→ Exercise objective: Whenever a line in the following entries includes "nodes", tally it. Report nothing except the final count.

→ Records shown:

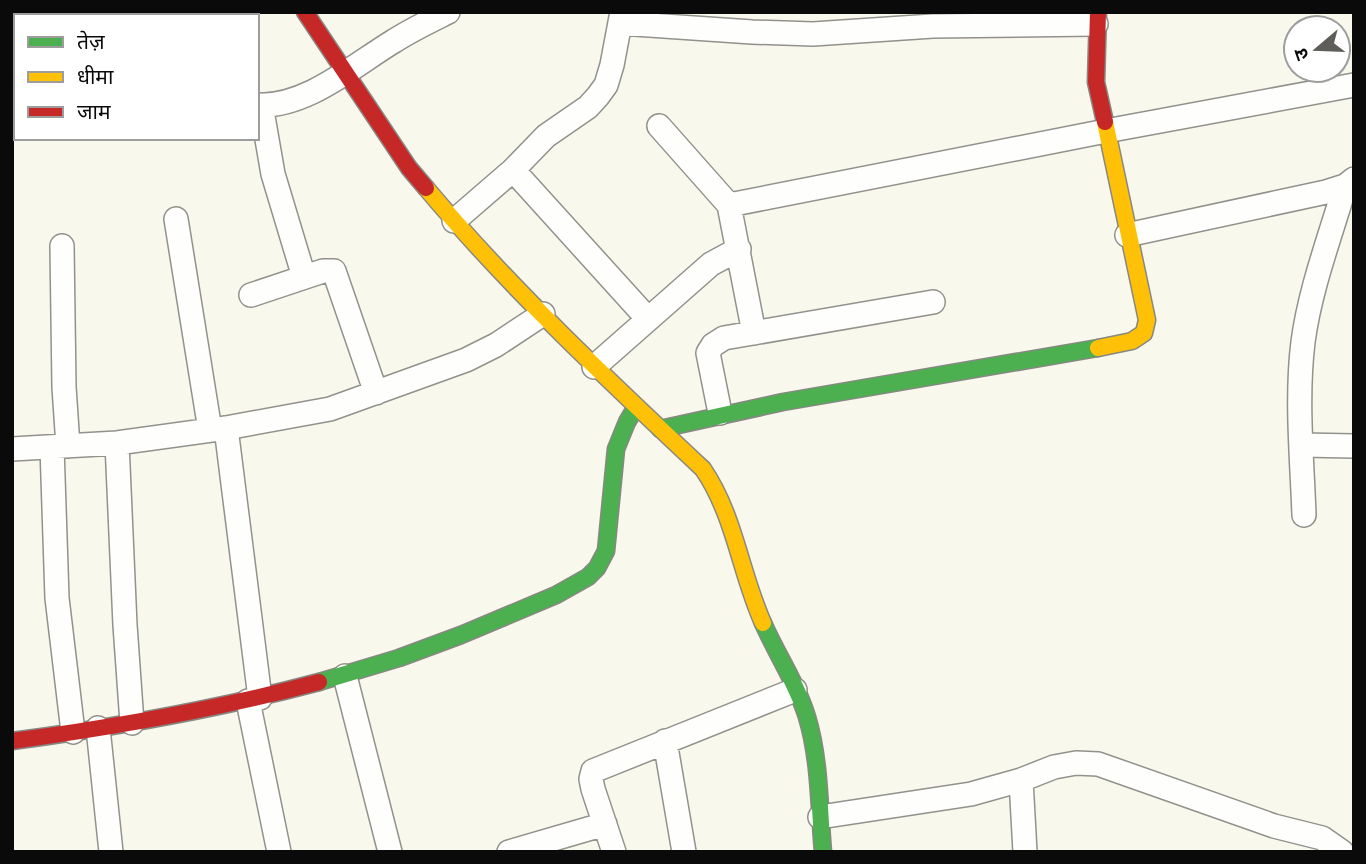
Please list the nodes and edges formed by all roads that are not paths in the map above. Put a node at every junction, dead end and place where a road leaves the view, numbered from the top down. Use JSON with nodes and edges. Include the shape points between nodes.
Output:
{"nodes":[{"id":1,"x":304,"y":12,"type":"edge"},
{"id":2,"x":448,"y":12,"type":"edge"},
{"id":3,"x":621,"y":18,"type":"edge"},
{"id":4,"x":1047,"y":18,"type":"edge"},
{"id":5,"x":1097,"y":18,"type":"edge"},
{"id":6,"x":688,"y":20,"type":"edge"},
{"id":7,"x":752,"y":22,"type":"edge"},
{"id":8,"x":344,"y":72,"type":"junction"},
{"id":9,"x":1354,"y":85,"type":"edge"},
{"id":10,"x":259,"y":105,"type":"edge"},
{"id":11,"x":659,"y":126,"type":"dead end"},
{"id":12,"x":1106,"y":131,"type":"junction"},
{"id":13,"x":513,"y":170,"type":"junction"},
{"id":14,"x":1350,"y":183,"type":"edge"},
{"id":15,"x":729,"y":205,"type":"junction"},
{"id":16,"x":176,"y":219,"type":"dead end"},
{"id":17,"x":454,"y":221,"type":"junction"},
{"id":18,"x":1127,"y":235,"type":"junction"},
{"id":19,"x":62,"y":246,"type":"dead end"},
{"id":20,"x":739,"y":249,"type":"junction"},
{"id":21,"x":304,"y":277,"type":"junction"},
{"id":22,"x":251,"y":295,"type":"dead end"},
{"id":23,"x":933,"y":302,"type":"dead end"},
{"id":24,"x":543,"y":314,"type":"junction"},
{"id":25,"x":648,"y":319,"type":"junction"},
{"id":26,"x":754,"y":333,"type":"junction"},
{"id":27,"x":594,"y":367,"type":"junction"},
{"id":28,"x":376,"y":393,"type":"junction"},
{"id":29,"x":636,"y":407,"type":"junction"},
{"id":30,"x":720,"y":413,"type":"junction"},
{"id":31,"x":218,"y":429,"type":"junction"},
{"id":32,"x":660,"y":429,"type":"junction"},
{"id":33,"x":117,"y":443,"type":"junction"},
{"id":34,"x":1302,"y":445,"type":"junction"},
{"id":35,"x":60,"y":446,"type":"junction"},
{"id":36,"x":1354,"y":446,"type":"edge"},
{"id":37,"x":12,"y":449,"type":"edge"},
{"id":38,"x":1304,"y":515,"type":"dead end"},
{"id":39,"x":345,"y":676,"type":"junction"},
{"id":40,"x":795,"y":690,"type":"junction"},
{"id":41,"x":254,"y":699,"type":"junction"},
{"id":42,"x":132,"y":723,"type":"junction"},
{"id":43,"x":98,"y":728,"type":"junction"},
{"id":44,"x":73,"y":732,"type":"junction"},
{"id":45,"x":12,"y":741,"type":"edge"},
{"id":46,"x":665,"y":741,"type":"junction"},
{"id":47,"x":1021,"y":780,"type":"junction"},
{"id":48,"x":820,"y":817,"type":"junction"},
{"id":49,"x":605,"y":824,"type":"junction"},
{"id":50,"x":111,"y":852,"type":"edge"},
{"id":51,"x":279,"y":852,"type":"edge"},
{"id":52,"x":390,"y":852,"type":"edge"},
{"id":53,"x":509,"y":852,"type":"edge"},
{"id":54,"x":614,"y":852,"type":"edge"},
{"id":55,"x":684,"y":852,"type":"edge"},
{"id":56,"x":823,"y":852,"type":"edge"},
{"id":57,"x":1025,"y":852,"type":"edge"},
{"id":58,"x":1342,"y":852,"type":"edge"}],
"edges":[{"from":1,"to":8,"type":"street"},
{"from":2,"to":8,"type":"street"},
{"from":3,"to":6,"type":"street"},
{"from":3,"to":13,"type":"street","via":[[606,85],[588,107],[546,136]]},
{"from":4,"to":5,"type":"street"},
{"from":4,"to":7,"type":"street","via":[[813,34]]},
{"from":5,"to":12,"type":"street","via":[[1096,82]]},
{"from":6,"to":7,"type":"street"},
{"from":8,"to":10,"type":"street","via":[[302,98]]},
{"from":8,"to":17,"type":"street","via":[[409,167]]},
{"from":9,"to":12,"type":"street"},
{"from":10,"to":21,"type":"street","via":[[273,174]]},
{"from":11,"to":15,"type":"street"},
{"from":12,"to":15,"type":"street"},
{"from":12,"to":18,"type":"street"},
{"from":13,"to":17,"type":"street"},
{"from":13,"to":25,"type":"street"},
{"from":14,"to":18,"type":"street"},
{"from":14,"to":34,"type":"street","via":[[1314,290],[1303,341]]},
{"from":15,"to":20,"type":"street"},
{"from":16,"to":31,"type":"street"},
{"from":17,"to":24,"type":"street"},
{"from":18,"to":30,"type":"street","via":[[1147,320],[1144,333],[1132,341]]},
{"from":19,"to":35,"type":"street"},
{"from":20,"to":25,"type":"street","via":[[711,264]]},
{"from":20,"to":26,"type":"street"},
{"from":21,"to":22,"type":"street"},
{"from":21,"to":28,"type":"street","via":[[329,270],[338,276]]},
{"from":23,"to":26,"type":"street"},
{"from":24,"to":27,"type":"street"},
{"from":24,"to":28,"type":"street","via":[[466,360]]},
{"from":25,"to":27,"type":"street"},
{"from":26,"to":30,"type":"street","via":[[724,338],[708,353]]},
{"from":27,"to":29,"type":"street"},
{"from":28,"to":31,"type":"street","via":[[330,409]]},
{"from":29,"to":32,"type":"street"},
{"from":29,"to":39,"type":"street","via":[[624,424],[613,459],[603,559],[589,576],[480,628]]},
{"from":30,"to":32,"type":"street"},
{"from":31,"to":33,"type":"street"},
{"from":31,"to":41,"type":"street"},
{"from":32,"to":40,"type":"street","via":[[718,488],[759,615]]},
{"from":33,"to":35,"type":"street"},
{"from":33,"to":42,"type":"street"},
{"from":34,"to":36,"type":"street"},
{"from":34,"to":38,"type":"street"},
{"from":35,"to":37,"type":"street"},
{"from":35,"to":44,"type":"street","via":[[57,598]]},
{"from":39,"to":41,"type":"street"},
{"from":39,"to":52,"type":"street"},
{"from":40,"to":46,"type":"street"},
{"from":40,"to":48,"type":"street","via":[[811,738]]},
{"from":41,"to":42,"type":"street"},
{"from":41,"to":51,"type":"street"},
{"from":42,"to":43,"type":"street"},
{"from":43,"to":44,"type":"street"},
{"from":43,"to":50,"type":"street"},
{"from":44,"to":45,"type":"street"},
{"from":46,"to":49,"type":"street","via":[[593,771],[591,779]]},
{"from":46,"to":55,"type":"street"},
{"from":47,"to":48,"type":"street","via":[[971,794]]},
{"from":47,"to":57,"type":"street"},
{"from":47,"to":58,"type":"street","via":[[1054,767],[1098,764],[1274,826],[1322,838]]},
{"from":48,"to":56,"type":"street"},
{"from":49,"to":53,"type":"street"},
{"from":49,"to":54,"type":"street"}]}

→ Output of the task: 2